## Task prompt
Report all lines below with the word "street".

## Extracted material
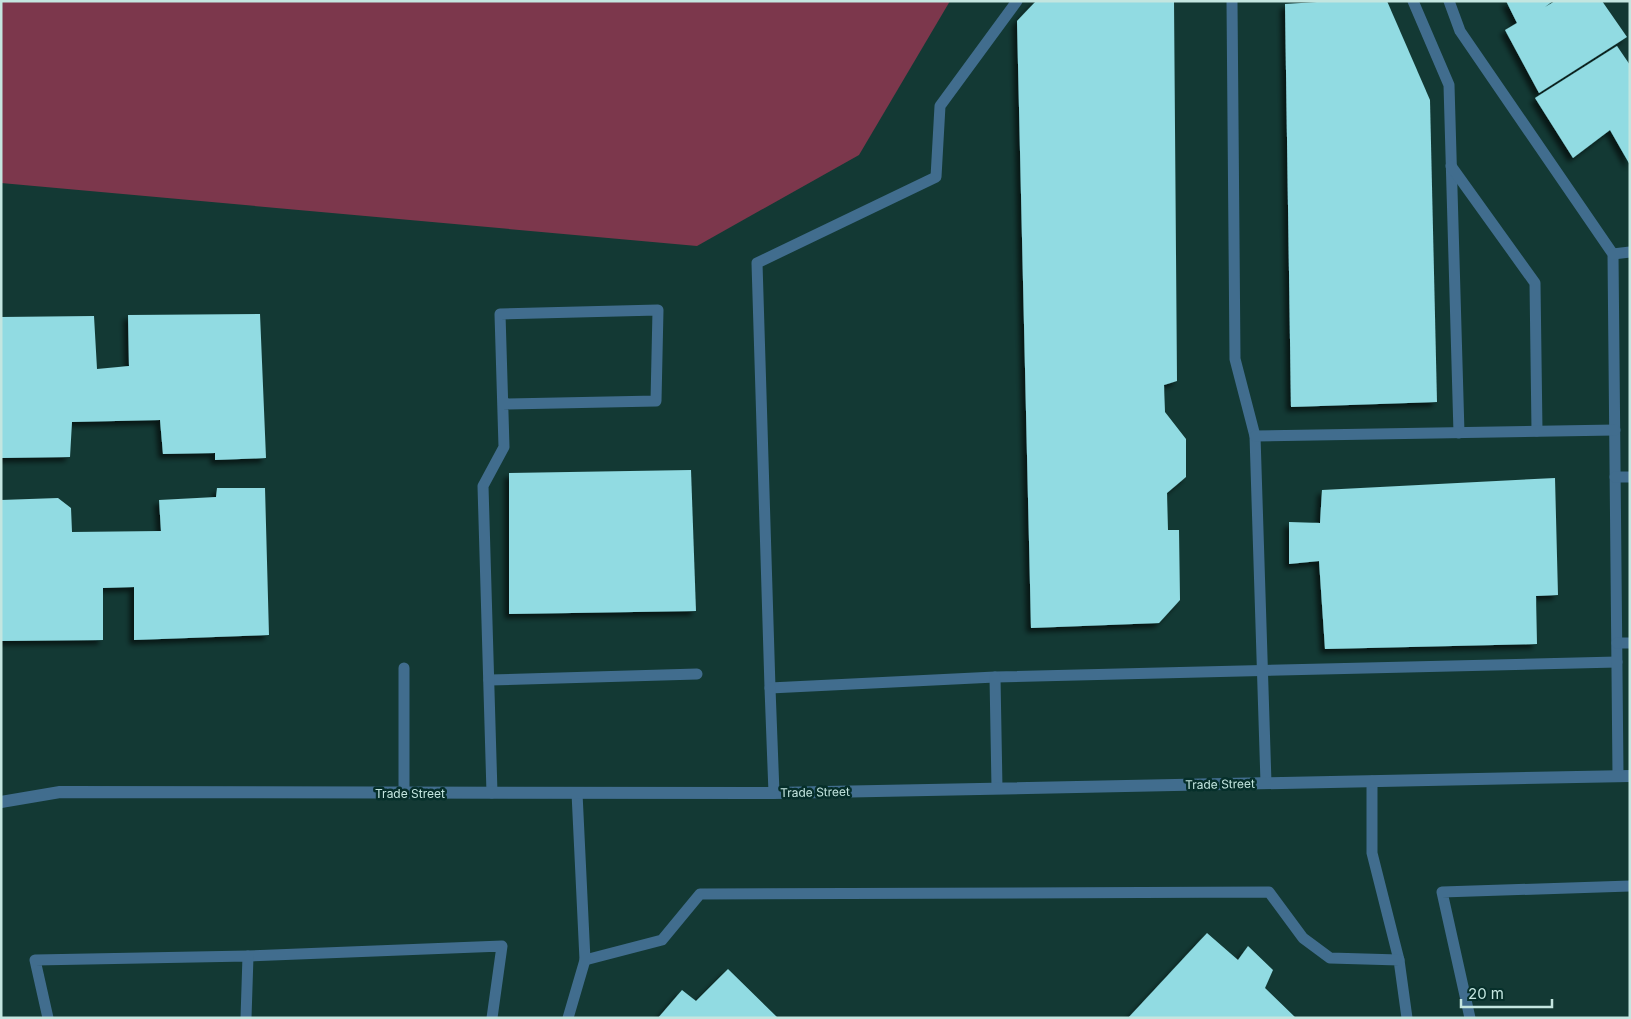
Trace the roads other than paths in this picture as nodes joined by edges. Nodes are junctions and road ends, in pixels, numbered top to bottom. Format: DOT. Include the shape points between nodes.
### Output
graph roads {
  1 [pos="1017,1"];
  2 [pos="1232,1"];
  3 [pos="1413,1"];
  4 [pos="1449,1"];
  5 [pos="1451,166"];
  6 [pos="1630,252"];
  7 [pos="1613,254"];
  8 [pos="503,404"];
  9 [pos="1615,430"];
  10 [pos="1538,431"];
  11 [pos="1459,433"];
  12 [pos="1255,436"];
  13 [pos="1615,477"];
  14 [pos="1630,477"];
  15 [pos="1617,643"];
  16 [pos="1630,643"];
  17 [pos="1617,662"];
  18 [pos="404,668"];
  19 [pos="1262,671"];
  20 [pos="697,674"];
  21 [pos="996,677"];
  22 [pos="489,680"];
  23 [pos="770,688"];
  24 [pos="1624,776"];
  25 [pos="1372,781"];
  26 [pos="1266,783"];
  27 [pos="997,788"];
  28 [pos="404,793"];
  29 [pos="492,793"];
  30 [pos="577,793"];
  31 [pos="774,793"];
  32 [pos="1,802"];
  33 [pos="1630,886"];
  34 [pos="248,956"];
  35 [pos="585,960"];
  36 [pos="1399,960"];
  37 [pos="48,1018"];
  38 [pos="246,1018"];
  39 [pos="492,1018"];
  40 [pos="568,1018"];
  41 [pos="1407,1018"];
  42 [pos="1470,1018"];
  1 -- 23 [label="lane" via="940,106 936,177 757,264"];
  2 -- 12 [label="lane" via="1234,359"];
  3 -- 5 [label="lane" via="1449,84"];
  4 -- 7 [label="lane" via="1460,31"];
  5 -- 10 [label="lane" via="1535,284"];
  5 -- 11 [label="lane"];
  6 -- 7 [label="lane"];
  7 -- 9 [label="lane"];
  8 -- 8 [label="lane" via="500,314 658,310 656,400"];
  8 -- 22 [label="lane" via="504,447 483,486"];
  9 -- 10 [label="lane"];
  9 -- 13 [label="lane"];
  10 -- 11 [label="lane"];
  11 -- 12 [label="lane"];
  12 -- 19 [label="lane"];
  13 -- 14 [label="lane"];
  13 -- 15 [label="lane"];
  15 -- 16 [label="lane"];
  15 -- 17 [label="lane"];
  17 -- 19 [label="lane"];
  17 -- 24 [label="lane"];
  18 -- 28 [label="lane"];
  19 -- 21 [label="lane"];
  19 -- 26 [label="lane"];
  20 -- 22 [label="lane"];
  21 -- 23 [label="lane"];
  21 -- 27 [label="lane"];
  22 -- 29 [label="lane"];
  23 -- 31 [label="lane"];
  24 -- 25 [label="street, Trade Street"];
  25 -- 26 [label="street, Trade Street"];
  25 -- 36 [label="lane" via="1372,853"];
  26 -- 27 [label="street, Trade Street"];
  27 -- 31 [label="street, Trade Street"];
  28 -- 29 [label="street, Trade Street"];
  28 -- 32 [label="street, Trade Street" via="60,792"];
  29 -- 30 [label="street, Trade Street"];
  30 -- 31 [label="street, Trade Street"];
  30 -- 35 [label="lane"];
  33 -- 42 [label="lane" via="1442,892"];
  34 -- 37 [label="lane" via="35,960"];
  34 -- 38 [label="lane"];
  34 -- 39 [label="lane" via="502,946"];
  35 -- 36 [label="lane" via="662,940 700,894 1269,892 1303,938 1330,958"];
  35 -- 40 [label="lane"];
  36 -- 41 [label="lane"];
}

## Response
  24 -- 25 [label="street, Trade Street"];
  25 -- 26 [label="street, Trade Street"];
  26 -- 27 [label="street, Trade Street"];
  27 -- 31 [label="street, Trade Street"];
  28 -- 29 [label="street, Trade Street"];
  28 -- 32 [label="street, Trade Street" via="60,792"];
  29 -- 30 [label="street, Trade Street"];
  30 -- 31 [label="street, Trade Street"];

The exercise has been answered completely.